Action item. The lines to copy are those holding the string "roads" in the entries below.

*** Records provided ***

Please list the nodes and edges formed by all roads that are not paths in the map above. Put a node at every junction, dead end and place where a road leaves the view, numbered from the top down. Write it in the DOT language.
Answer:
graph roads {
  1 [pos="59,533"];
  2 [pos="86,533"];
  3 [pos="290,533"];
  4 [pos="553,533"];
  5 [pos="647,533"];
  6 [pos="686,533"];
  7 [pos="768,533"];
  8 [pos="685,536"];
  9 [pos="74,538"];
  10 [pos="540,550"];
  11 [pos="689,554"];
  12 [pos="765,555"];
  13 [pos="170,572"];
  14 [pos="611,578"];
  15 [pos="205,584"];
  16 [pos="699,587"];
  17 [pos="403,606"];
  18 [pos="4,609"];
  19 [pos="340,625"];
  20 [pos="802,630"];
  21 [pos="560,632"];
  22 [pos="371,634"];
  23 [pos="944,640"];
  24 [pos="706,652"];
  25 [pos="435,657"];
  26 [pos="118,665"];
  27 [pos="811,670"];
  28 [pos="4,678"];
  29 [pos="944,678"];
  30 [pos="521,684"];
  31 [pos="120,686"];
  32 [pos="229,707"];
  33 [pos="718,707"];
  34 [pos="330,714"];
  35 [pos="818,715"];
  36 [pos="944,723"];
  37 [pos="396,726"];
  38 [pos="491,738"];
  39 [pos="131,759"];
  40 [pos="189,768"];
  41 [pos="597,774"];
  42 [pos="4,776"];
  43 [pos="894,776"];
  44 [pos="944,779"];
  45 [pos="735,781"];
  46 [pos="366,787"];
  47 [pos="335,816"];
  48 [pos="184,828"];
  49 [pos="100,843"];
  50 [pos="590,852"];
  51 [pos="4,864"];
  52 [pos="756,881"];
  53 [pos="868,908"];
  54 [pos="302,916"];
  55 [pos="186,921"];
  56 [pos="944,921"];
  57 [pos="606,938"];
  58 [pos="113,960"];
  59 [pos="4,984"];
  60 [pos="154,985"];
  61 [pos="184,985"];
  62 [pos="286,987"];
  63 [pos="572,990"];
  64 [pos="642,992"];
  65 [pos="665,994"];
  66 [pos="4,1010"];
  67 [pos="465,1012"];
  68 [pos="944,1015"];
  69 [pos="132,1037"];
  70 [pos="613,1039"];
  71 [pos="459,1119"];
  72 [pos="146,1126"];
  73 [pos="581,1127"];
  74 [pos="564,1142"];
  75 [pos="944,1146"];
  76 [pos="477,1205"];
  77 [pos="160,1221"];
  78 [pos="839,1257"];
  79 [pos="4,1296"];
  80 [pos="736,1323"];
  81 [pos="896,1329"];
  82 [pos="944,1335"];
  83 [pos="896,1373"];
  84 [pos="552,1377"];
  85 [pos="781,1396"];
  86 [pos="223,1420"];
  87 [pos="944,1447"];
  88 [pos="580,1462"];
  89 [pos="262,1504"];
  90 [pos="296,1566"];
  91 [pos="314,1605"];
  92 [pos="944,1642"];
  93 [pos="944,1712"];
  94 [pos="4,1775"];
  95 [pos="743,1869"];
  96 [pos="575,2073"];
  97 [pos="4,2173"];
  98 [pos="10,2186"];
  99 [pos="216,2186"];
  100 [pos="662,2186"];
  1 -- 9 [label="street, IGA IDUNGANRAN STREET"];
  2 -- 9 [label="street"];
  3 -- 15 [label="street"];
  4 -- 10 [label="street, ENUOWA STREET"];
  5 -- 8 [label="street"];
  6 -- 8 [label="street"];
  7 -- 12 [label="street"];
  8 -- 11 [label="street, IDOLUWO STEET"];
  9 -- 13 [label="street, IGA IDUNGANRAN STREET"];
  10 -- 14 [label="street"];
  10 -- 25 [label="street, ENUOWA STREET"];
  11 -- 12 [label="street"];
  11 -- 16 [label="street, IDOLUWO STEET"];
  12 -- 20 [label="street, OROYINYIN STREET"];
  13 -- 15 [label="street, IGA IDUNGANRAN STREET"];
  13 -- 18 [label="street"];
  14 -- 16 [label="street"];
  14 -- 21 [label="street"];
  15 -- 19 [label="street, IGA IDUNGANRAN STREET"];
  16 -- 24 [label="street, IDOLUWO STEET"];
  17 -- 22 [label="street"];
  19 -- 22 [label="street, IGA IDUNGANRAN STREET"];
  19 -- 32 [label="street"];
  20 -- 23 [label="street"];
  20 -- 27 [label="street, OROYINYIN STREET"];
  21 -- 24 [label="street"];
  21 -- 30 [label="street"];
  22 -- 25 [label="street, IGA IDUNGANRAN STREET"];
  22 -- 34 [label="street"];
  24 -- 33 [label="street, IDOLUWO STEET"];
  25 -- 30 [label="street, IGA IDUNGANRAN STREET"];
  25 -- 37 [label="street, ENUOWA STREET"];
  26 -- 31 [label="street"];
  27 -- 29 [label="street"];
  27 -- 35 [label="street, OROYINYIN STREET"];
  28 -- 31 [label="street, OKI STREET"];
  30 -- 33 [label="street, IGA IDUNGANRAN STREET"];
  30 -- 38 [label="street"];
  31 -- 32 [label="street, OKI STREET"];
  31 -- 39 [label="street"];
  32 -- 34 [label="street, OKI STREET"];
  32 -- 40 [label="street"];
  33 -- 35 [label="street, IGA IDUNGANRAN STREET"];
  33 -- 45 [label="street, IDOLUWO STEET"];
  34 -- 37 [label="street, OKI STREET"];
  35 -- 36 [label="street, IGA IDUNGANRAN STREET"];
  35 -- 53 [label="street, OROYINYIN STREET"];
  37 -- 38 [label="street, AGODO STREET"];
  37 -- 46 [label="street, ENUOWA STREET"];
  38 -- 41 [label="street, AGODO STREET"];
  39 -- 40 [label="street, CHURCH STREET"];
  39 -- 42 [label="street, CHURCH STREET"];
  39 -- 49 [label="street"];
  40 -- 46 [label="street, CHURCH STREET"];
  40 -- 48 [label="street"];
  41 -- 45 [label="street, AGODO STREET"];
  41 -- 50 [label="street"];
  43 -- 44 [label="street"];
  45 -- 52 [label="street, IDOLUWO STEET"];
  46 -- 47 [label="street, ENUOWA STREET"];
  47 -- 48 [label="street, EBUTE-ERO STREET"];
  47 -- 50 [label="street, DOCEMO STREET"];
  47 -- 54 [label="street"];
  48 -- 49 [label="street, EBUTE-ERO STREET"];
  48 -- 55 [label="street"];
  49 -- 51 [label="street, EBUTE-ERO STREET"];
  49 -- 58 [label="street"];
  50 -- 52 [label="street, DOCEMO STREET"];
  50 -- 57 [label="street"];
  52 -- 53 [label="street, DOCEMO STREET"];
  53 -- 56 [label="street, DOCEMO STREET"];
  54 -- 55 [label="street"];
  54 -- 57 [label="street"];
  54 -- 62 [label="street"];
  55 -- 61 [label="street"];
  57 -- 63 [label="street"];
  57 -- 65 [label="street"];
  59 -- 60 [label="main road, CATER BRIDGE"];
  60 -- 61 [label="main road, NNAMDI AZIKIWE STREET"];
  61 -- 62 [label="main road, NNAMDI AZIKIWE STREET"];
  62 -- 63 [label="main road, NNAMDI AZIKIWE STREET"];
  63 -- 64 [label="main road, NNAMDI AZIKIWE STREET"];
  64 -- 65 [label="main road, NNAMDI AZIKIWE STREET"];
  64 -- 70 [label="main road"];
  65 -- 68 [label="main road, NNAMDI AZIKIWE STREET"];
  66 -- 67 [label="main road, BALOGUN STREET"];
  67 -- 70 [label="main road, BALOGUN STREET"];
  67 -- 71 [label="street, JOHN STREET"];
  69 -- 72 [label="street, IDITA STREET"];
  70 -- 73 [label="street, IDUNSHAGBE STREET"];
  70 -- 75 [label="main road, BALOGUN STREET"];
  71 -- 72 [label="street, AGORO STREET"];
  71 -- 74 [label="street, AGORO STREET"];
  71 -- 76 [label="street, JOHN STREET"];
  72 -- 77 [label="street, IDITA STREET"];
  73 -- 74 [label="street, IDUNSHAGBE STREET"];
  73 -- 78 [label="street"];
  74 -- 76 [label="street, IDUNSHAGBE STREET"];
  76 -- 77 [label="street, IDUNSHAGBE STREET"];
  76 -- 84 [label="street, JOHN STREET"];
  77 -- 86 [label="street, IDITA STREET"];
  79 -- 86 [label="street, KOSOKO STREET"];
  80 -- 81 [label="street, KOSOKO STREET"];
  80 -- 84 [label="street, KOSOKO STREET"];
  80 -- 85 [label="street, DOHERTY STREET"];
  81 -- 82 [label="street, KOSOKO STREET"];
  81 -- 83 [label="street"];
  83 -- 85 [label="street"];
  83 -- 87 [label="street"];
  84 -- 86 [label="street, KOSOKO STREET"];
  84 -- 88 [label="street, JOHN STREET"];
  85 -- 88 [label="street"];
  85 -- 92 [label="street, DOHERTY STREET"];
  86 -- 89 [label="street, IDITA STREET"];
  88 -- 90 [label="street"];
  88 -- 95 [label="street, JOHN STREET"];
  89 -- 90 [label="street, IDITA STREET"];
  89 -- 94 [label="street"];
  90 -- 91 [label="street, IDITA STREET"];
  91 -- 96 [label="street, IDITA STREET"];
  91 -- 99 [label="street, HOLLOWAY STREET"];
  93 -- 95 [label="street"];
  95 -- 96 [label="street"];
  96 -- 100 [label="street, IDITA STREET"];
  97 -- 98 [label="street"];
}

*** End of Records provided ***

Written response.
Please list the nodes and edges formed by all roads that are not paths in the map above. Put a node at every junction, dead end and place where a road leaves the view, numbered from the top down. Write it in the DOT language.
graph roads {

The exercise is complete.